— Work order —
Copy out each line of the material in which the word "Lake" can be found.

Excerpted data Block Start

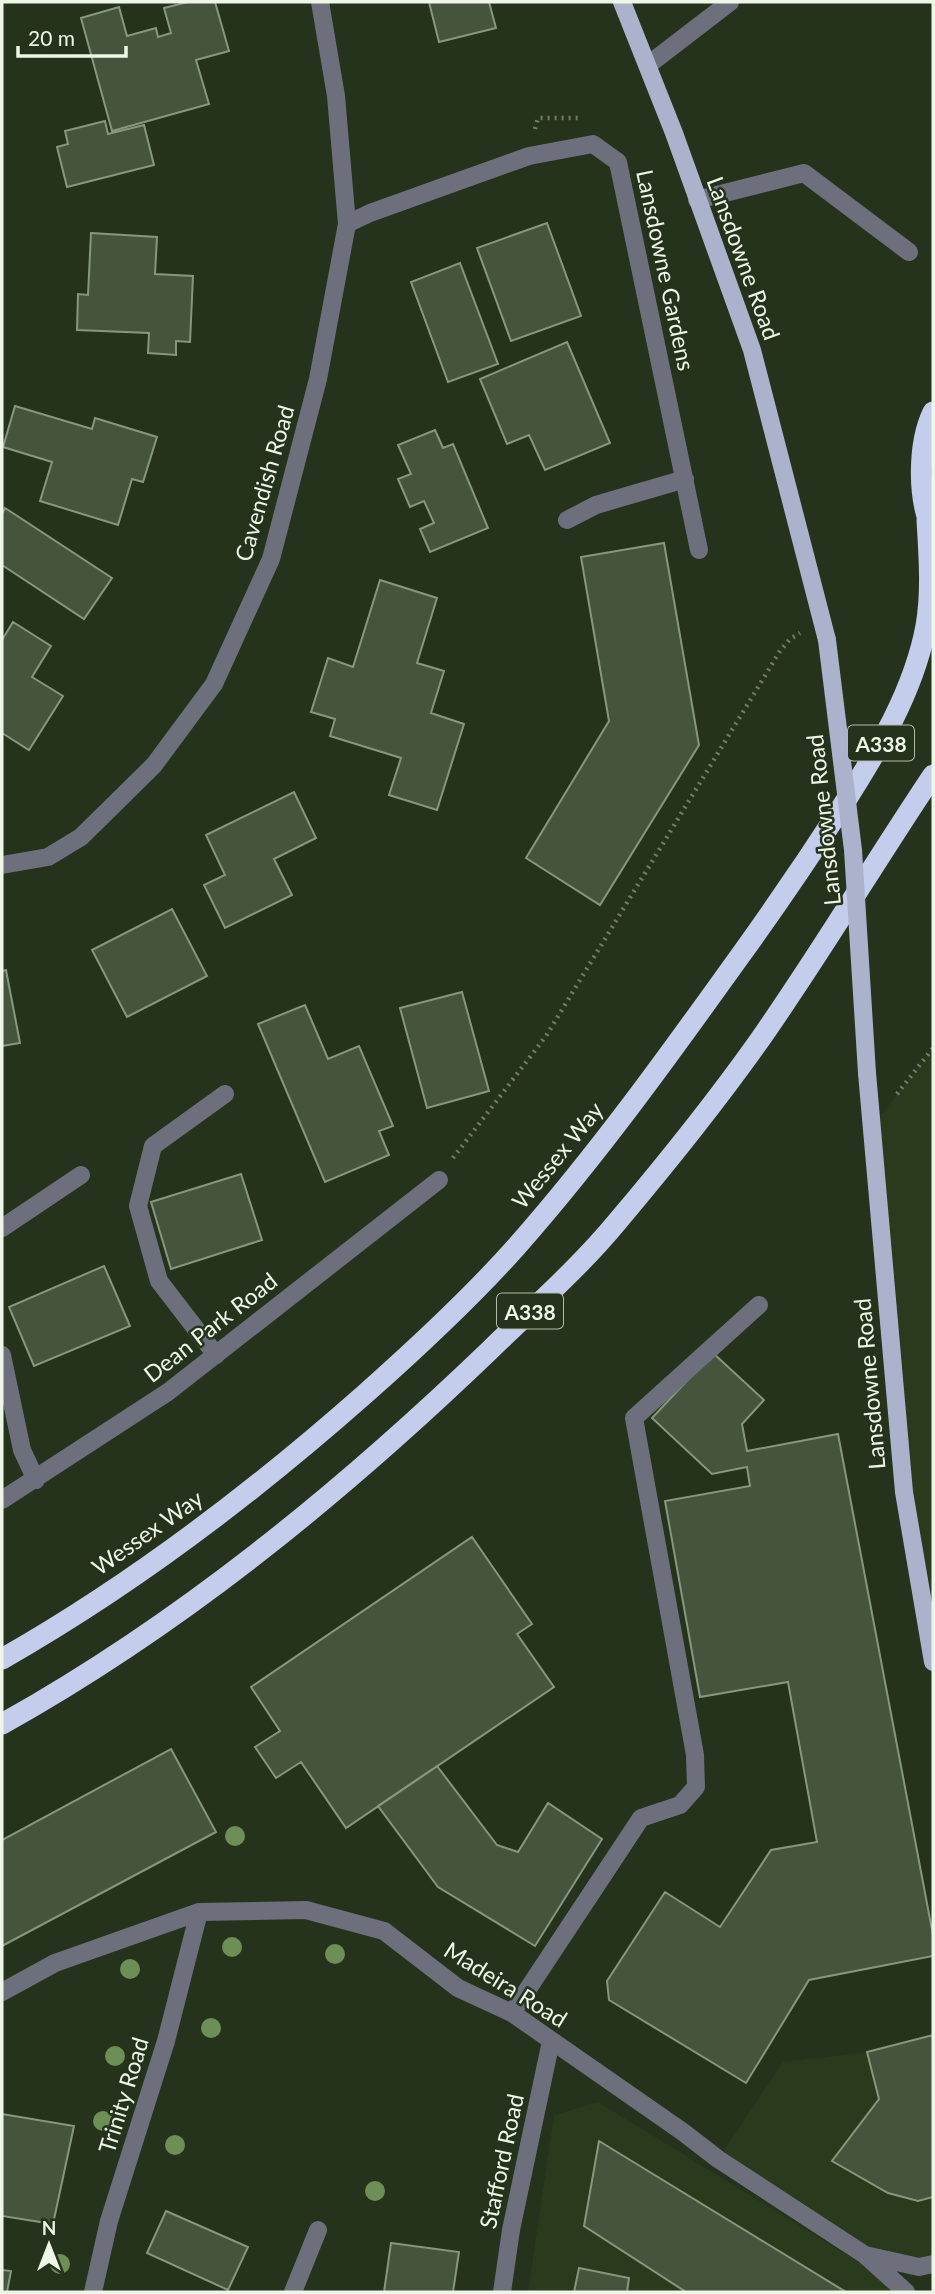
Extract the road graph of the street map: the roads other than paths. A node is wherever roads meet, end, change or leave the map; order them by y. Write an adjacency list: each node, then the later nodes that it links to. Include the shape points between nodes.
1 (320, 2): 6 (street, Cavendish Road, via 335,96)
2 (622, 2): 4 (main road, Lansdowne Road)
3 (730, 2): 4 (street)
4 (648, 65): 5 (main road, Lansdowne Road)
5 (697, 200): 7 (street, via 804,173); 25 (main road, Lansdowne Road, bridge, via 752,350 827,640 853,850 871,1128 904,1492)
6 (347, 224): 9 (street, Lansdowne Gardens, via 529,156 593,144 618,162); 14 (street, Cavendish Road, via 318,379 271,559 214,684 154,765 81,837 48,857)
7 (909, 252)
8 (933, 412): 11 (highway, Wessex Way, via 920,471)
9 (685, 479): 10 (street, via 596,505); 12 (street, Lansdowne Gardens)
10 (568, 520)
11 (930, 525): 24 (highway, Wessex Way / A338, via 926,625 913,675 876,752 799,873 596,1151 516,1247 446,1321 312,1441 198,1530)
12 (699, 550)
13 (933, 775): 26 (highway, A338, via 758,1043 616,1224 552,1290 360,1469 264,1548 152,1631)
14 (2, 865)
15 (225, 1094): 21 (street, via 153,1146 138,1206 159,1281)
16 (81, 1175): 18 (street)
17 (439, 1180): 21 (street, Dean Park Road)
18 (2, 1228)
19 (759, 1305): 29 (street, via 634,1418 695,1755 696,1787 680,1805 641,1818)
20 (2, 1355): 22 (street, via 22,1450)
21 (216, 1355): 22 (street, Dean Park Road)
22 (36, 1480): 23 (street, Dean Park Road)
23 (2, 1500)
24 (2, 1658)
25 (933, 1662)
26 (2, 1724)
27 (199, 1912): 28 (street, Madeira Road, via 55,1963); 29 (street, Madeira Road, via 306,1910 384,1931 458,1988); 34 (street, Trinity Road, via 166,2041 109,2221)
28 (2, 1992)
29 (512, 2013): 30 (street, Madeira Road)
30 (551, 2040): 32 (street, Madeira Road, via 718,2159); 36 (street, Stafford Road)
31 (318, 2230): 35 (street)
32 (865, 2255): 33 (street, Madeira Road, via 919,2267); 37 (street, Madeira Road)
33 (933, 2264)
34 (95, 2292)
35 (293, 2292)
36 (502, 2292)
37 (906, 2292)

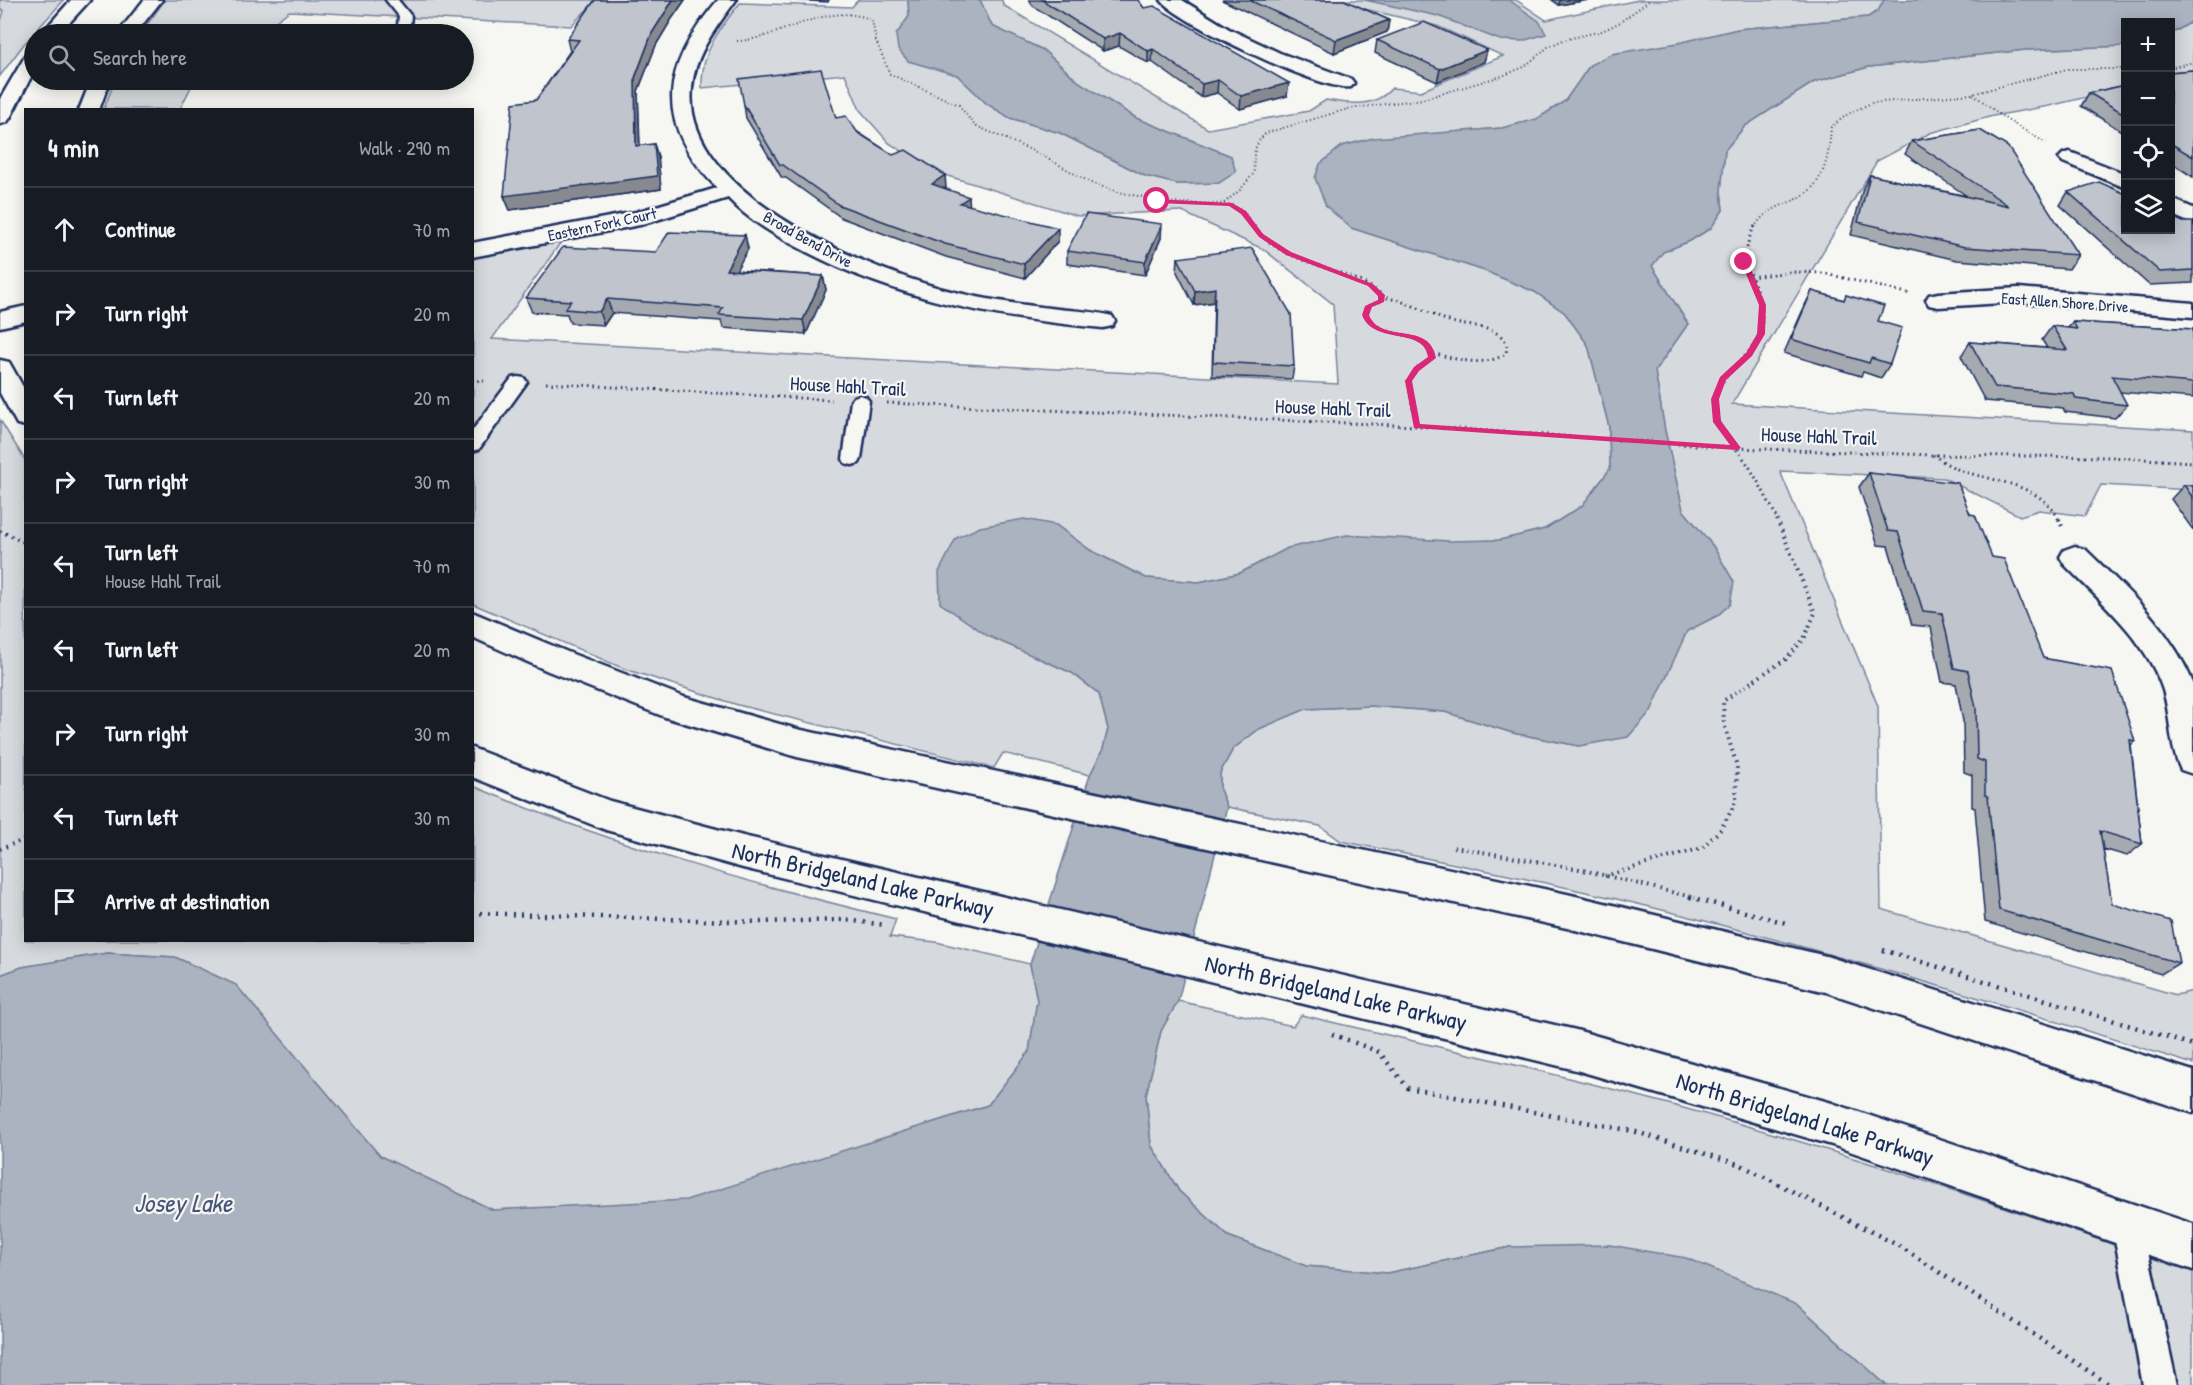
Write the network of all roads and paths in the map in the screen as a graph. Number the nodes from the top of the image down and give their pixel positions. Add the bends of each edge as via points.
1 (81, 0) edge
2 (153, 0) edge
3 (392, 0) edge
4 (727, 0) edge
5 (1170, 0) edge
6 (1650, 0) edge
7 (59, 24) edge
8 (134, 24) edge
9 (404, 24) edge
10 (737, 41) dead end
11 (2193, 62) edge
12 (2175, 67) edge
13 (2121, 69) edge
14 (24, 72) edge
15 (1344, 83) dead end
16 (96, 90) edge
17 (1972, 94) junction
18 (90, 108) edge
19 (0, 118) edge
20 (2070, 158) joint
21 (2121, 180) edge
22 (729, 191) junction
23 (1223, 204) junction
24 (2175, 208) edge
25 (2193, 217) edge
26 (474, 250) edge
27 (1750, 277) junction
28 (1382, 297) junction
29 (1938, 300) joint
30 (2193, 310) edge
31 (24, 314) edge
32 (0, 320) edge
33 (1103, 321) dead end
34 (1431, 353) junction
35 (0, 368) edge
36 (474, 380) edge
37 (518, 382) junction
38 (860, 401) junction
39 (24, 413) edge
40 (1416, 426) junction
41 (474, 442) edge
42 (1737, 448) junction
43 (1932, 455) junction
44 (852, 459) dead end
45 (2193, 462) edge
46 (0, 531) edge
47 (24, 542) edge
48 (2075, 557) joint
49 (474, 624) edge
50 (2193, 760) edge
51 (474, 763) edge
52 (24, 840) edge
53 (0, 849) edge
54 (1604, 876) dead end
55 (474, 913) edge
56 (891, 926) dead end
57 (1323, 1030) dead end
58 (2193, 1092) edge
59 (2127, 1224) junction
60 (2193, 1247) edge
61 (2110, 1385) edge
62 (2160, 1385) edge

1 - 7 main road
2 - 8 main road
3 - 9 lane via 405,16
4 - 22 main road, Broad Bend Drive via 696,40 686,66 682,95 685,124 700,153
5 - 15 main road via 1223,33 1273,57
6 - 23 path via 1619,23 1563,40 1524,67 1502,76 1423,99 1348,109 1266,133 1253,153 1254,173
10 - 23 path via 765,37 790,23 819,14 847,12 867,16 872,20 890,74 959,105 986,132 1118,192 1174,203
11 - 12 path
13 - 17 path via 2067,69
14 - 19 main road
16 - 18 main road
17 - 20 path
17 - 27 path via 1871,103 1831,127 1825,172 1806,193 1765,211 1745,244 1744,262
20 - 21 main road
22 - 26 main road, Eastern Fork Court via 640,218
22 - 33 main road, Broad Bend Drive via 768,219 838,259 886,278 937,295 989,306
23 - 28 path via 1244,212 1261,236 1289,254 1370,285
24 - 25 main road
27 - 29 path via 1823,273
27 - 42 path via 1762,305 1761,334 1749,355 1723,379 1715,399 1717,422
28 - 34 path via 1369,306 1365,315 1369,323 1379,330 1424,340
28 - 34 path via 1409,301 1455,323 1493,332 1504,338 1508,346 1506,354 1488,362
29 - 30 main road, East Allen Shore Drive via 2019,295
31 - 32 main road
34 - 40 path via 1432,358 1416,369 1408,381
35 - 39 main road
36 - 37 path, House Hahl Trail
37 - 38 path, House Hahl Trail
37 - 41 lane
38 - 40 path, House Hahl Trail
38 - 44 lane
40 - 42 path, House Hahl Trail
42 - 43 path, House Hahl Trail
42 - 54 path via 1776,517 1815,613 1804,639 1786,659 1723,701 1724,724 1737,766 1736,802 1721,828 1702,848
43 - 45 path, House Hahl Trail
43 - 48 path via 1945,466 2027,490 2044,500 2054,509
46 - 47 path
48 - 50 main road via 2139,621 2172,671 2186,717
49 - 58 main road via 677,708 798,742 1568,911 1826,974
51 - 59 main road, North Bridgeland Lake Parkway via 606,815 743,852 1576,1050 1832,1124
52 - 53 path
55 - 56 path via 760,922 845,920
57 - 61 path via 1379,1052 1408,1088 1633,1131 1741,1165 1901,1247
59 - 60 main road, North Bridgeland Lake Parkway
59 - 62 lane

Excerpted data Block End

— Result of the task —
51 - 59 main road, North Bridgeland Lake Parkway via 606,815 743,852 1576,1050 1832,1124
59 - 60 main road, North Bridgeland Lake Parkway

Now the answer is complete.